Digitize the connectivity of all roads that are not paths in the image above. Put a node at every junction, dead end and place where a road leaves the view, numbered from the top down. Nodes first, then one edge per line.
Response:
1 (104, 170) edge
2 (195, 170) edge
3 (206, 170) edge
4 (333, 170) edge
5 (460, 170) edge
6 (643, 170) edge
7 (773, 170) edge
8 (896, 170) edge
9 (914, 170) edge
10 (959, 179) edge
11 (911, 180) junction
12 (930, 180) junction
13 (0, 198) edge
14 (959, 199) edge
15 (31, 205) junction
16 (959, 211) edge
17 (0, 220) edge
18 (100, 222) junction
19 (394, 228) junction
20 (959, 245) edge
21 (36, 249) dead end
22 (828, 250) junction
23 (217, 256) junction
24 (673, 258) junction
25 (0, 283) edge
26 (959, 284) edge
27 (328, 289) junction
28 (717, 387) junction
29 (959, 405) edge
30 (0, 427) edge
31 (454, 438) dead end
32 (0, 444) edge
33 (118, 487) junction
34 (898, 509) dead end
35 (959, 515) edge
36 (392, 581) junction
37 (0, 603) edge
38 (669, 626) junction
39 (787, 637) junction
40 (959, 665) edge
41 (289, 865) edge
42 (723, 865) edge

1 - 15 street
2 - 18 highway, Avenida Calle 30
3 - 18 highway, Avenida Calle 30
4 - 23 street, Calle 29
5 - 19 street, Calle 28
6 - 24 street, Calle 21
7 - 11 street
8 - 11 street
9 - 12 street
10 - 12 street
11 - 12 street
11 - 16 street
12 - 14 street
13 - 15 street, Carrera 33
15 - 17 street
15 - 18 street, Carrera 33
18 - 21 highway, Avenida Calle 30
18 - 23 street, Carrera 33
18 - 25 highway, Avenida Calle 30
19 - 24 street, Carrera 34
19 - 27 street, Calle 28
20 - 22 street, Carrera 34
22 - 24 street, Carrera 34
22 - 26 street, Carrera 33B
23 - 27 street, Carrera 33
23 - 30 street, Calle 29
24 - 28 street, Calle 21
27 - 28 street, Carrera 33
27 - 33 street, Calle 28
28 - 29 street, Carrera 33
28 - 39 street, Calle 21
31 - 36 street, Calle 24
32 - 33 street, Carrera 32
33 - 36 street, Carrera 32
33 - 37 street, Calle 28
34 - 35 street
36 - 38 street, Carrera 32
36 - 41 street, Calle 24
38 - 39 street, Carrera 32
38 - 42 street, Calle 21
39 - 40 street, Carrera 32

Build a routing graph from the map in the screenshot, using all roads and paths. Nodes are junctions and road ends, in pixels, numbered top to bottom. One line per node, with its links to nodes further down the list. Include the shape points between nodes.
......
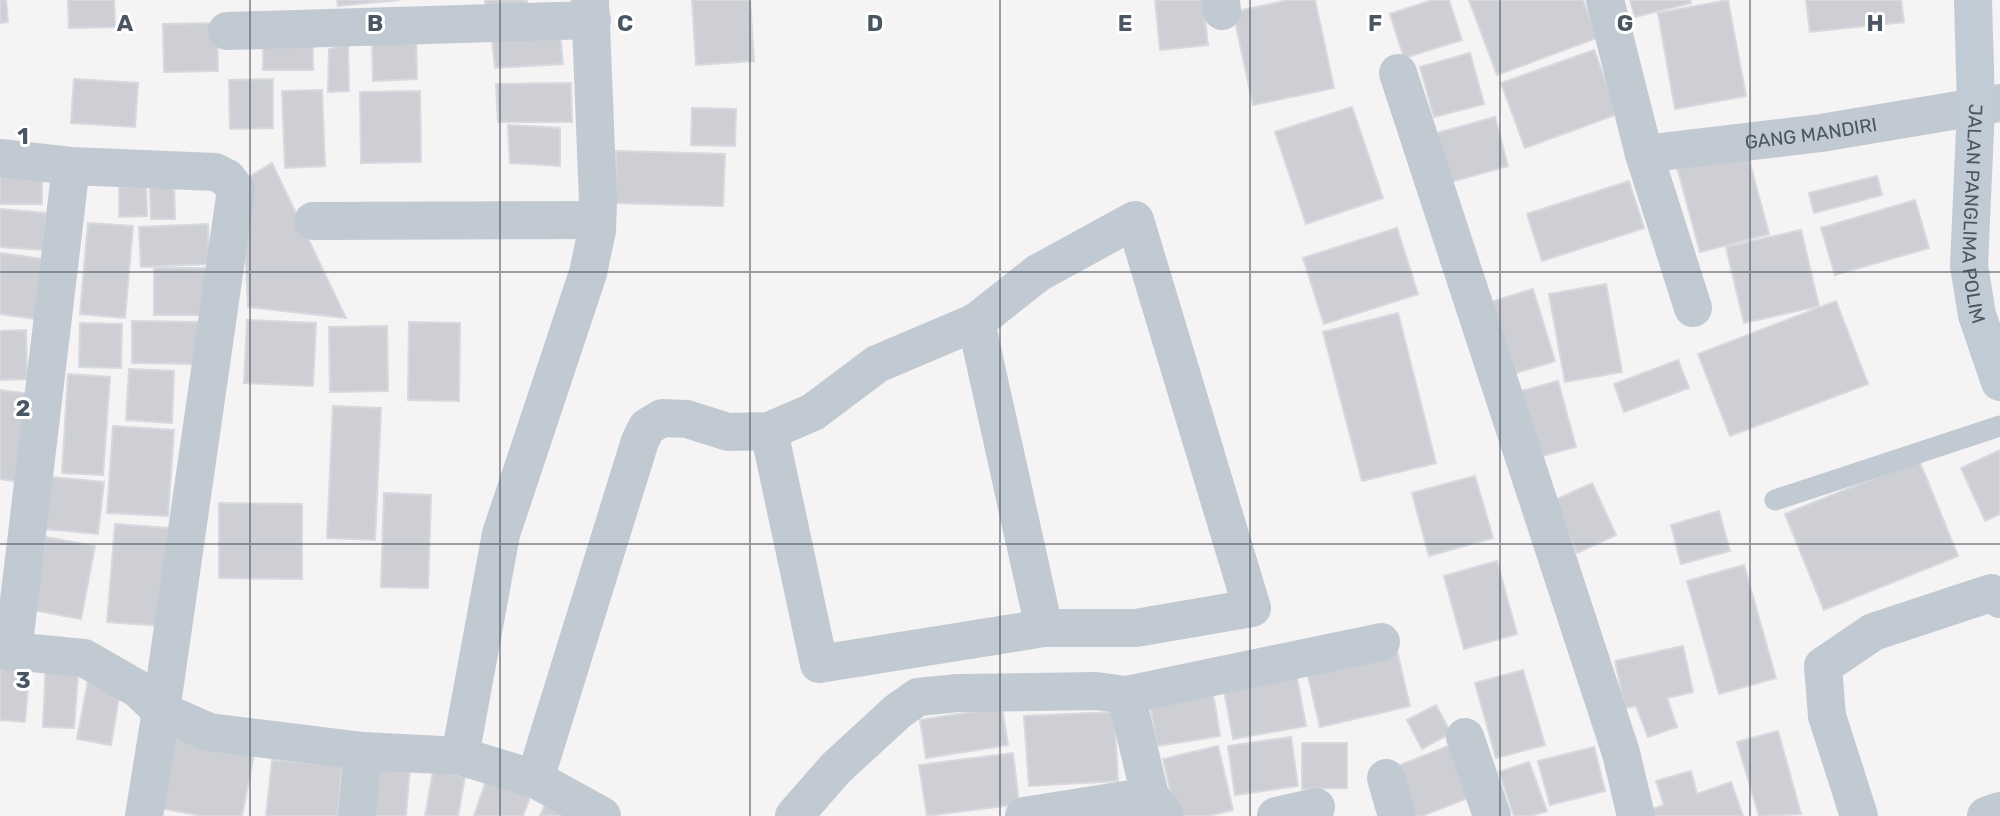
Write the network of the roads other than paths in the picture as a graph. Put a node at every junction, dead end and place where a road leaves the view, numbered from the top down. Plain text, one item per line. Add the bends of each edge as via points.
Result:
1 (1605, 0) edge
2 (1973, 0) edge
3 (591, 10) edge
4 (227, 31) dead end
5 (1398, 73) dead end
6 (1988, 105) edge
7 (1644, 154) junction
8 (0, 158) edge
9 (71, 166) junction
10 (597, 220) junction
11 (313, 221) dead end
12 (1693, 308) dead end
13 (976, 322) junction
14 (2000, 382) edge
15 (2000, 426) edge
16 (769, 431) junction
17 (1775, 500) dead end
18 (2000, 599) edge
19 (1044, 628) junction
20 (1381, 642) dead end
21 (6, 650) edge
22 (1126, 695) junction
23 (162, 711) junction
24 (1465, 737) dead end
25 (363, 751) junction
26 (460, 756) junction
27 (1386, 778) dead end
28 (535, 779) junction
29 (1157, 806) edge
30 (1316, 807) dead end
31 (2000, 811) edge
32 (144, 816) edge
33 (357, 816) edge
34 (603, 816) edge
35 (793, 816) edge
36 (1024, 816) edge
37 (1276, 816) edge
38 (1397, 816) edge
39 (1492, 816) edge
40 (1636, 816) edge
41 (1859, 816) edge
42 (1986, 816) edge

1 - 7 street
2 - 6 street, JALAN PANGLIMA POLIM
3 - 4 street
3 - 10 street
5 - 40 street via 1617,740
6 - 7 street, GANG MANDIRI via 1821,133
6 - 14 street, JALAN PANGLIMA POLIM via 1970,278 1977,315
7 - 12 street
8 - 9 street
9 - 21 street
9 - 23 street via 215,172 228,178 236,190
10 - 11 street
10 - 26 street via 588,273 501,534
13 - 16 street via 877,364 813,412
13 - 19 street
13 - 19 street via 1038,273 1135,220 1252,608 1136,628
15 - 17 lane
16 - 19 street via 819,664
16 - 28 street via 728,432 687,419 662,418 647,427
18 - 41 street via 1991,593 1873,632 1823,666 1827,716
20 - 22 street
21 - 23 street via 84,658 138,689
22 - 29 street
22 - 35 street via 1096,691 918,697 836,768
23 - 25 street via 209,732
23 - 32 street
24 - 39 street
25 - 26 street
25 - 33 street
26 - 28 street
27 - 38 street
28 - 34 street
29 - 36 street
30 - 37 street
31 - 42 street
......
About this exercise | Give the number of lines in the listing that hold the string "road". Add nothing else.

Expected output | 3